Before you take the leap and give your child a cell phone, there is some things to consider. There’s no clear cut age that a child needs a cell phone. Just as each child is unique, so are there skills to handle things like a cell phone. You need to think about your child and their abilities to keep track of things. You need to consider where they will have this phone and why they might need it. For most parents it’s a safety precaution. Also, consider what giving your child a cell phone will do to your bill.
If it’s time for your child to have a cell phone, be sure you know the rules of their school. Some schools completely ban cell phones, while others allow a cell phone at specific time (ie before or after school.) Make sure your child is aware of those rules and can follow them.
When selecting a phone plan for your child, ask about all your options.
There are cell phone plans that are pre-paid, meaning you load the phone with money. When that money is gone, the phone don’t work again until you put more money on. This might be a great way to go, if you think your child might loose the phone.
There are cell phone plans that limit the numbers that can be called. You can program the phone to only allow your child to call selected numbers. Of course they would always be able to call 911.
A family plan might be an option, too. This often means your child would be using your talk and texting minutes. This might be a good option for a family that don’t always use all their minutes. Be careful about going over your minutes. Make sure you’re aware of that, as teenagers love to talk.

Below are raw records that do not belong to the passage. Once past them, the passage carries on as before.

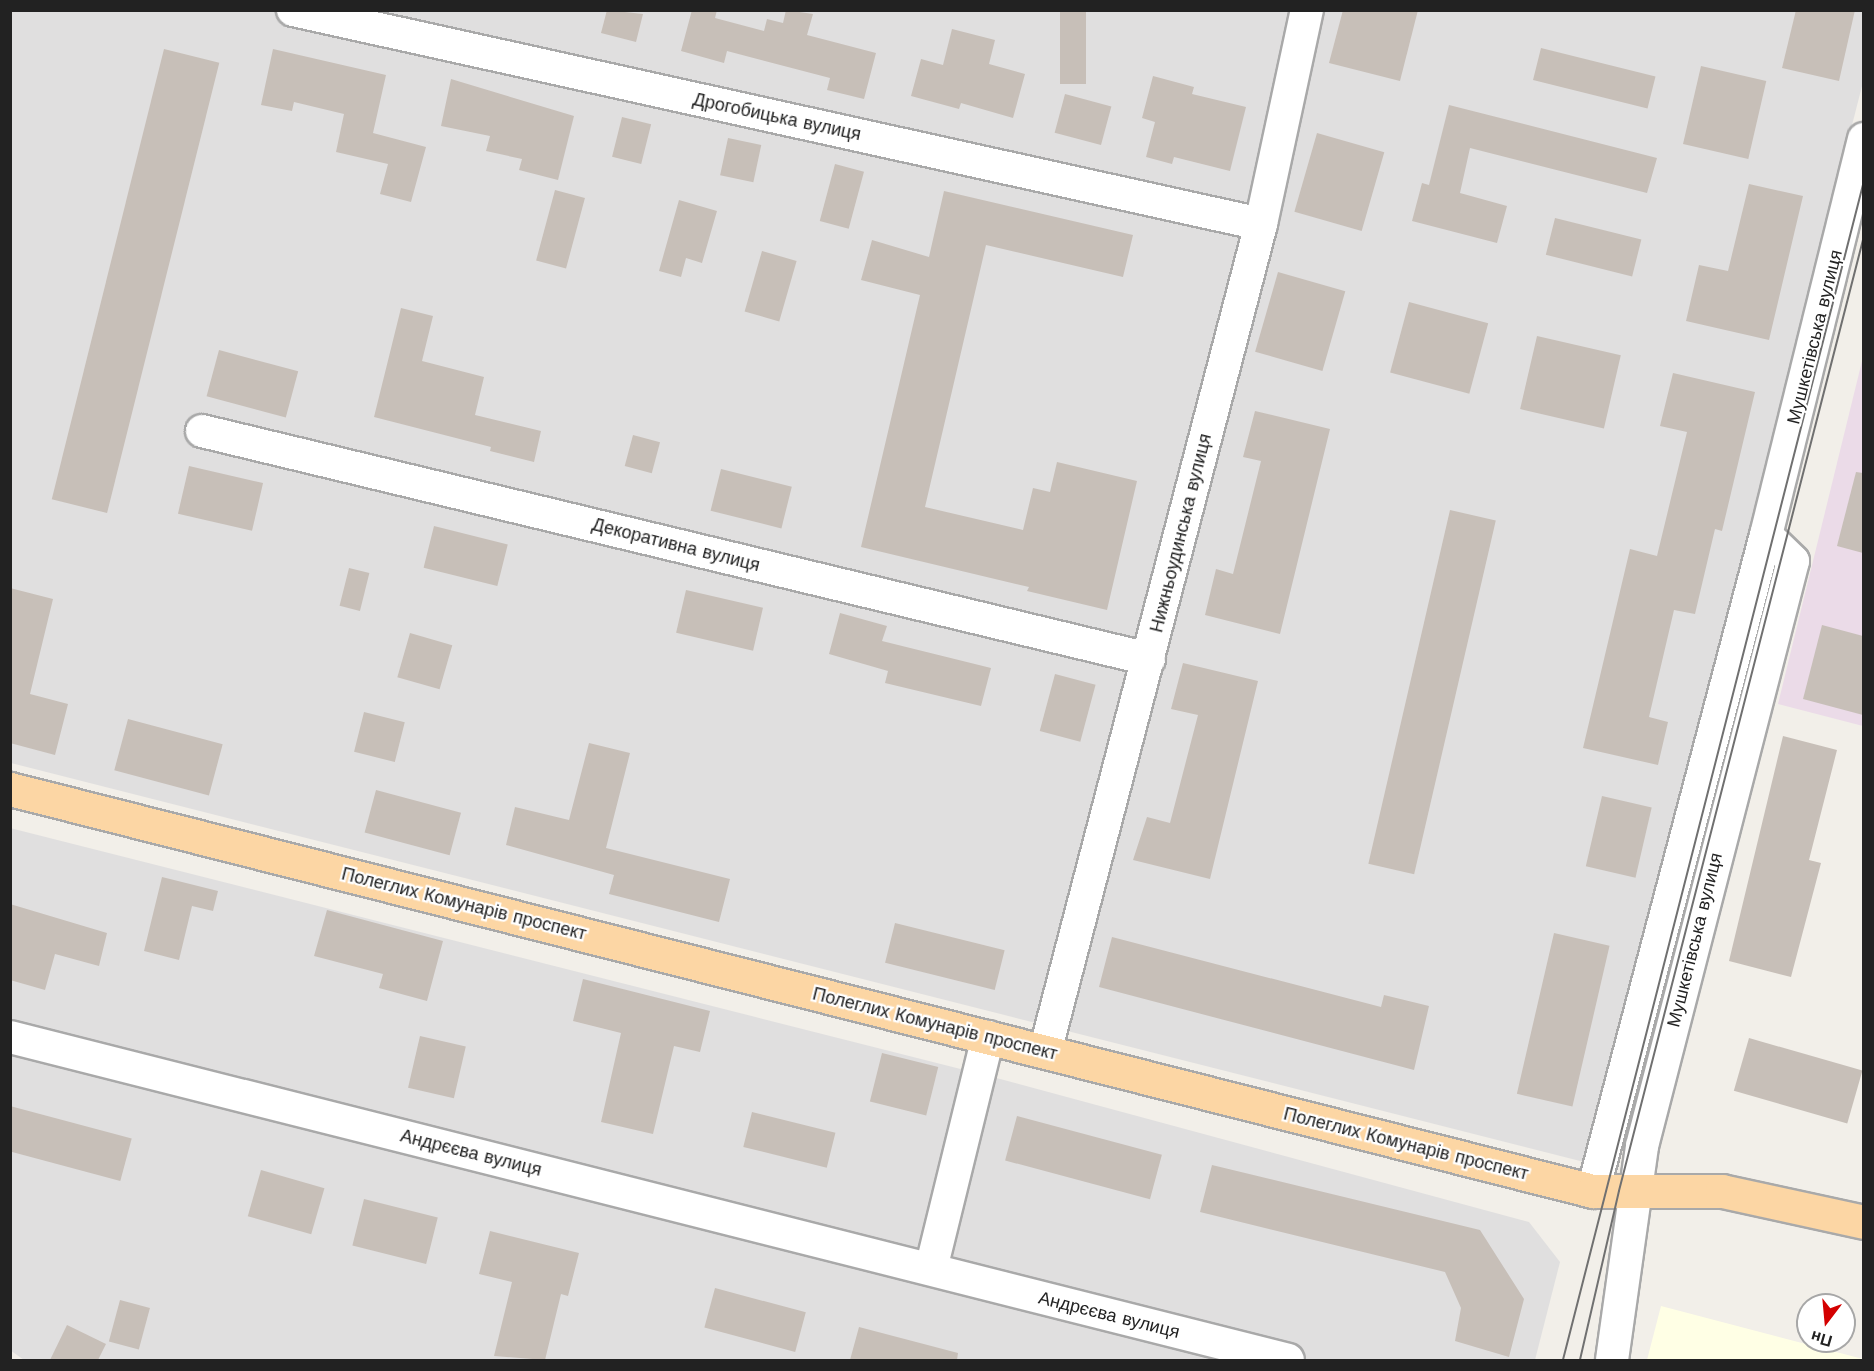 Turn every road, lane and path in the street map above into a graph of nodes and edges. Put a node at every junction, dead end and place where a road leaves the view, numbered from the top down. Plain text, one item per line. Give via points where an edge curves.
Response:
1 (293, 10) edge
2 (1306, 10) edge
3 (1863, 139) edge
4 (1261, 224) junction
5 (202, 431) dead end
6 (1766, 535) junction
7 (1149, 659) junction
8 (10, 789) edge
9 (10, 1037) edge
10 (988, 1037) junction
11 (1045, 1052) junction
12 (1633, 1188) junction
13 (1593, 1191) junction
14 (1863, 1222) edge
15 (931, 1269) junction
16 (1288, 1360) edge
17 (1612, 1360) edge

1 - 4 street, Дрогобицька вулиця
2 - 4 street, Нижньоудинська вулиця
3 - 6 street, Мушкетівська вулиця
4 - 7 street, Нижньоудинська вулиця
5 - 7 street, Декоративна вулиця
6 - 12 street, Мушкетівська вулиця via 1793,561
6 - 13 street, Мушкетівська вулиця
7 - 11 street, Нижньоудинська вулиця
8 - 10 main road, Полеглих Комунарів проспект
9 - 15 street, Андрєєва вулиця
10 - 11 main road, Полеглих Комунарів проспект
10 - 15 street
11 - 13 main road, Полеглих Комунарів проспект
12 - 13 main road, Полеглих Комунарів проспект
12 - 14 main road, Полеглих Комунарів проспект via 1722,1191
12 - 17 street, Мушкетівська вулиця
15 - 16 street, Андрєєва вулиця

Once you’ve selected the cell phone plan and the cell phone, it’s a good idea to make sure your child is aware of the rules. Talk to your child and let them know what cyber bullying is. It’s important to make sure your child knows it’s unacceptable. Also, it’s a good time to open the line of communication, let your child know they can talk to you if they are being cyber bullied.
Cell phones with camera’s can present their own set of problems. Talking with your child about what is and is not appropriate with a camera phone is a must. Sexting (taking and sending nude pictures) is a growing problem. Some children don’t understand sexting comes with adult consequences. Set rules for the camera and don’t be afraid to check the phone. You should check the cell phone and keep your child safe.
If your teenager will be driving, talk to them about driving safely with a cell phone. Make sure they know the dangers of texting and driving. As a parent, you need to set the rules. They will test them so be prepared to restrict cell phone privileges, if need be.
Consider making a contract for your child. This contract should list your rules and consequences for breaking them. On the contract list who pays for what, don’t forget about the overages. Make sure the contract is clear and be prepared to enforce it.
A cell phone is not a toy. Make sure your child is taking the responsibility seriously.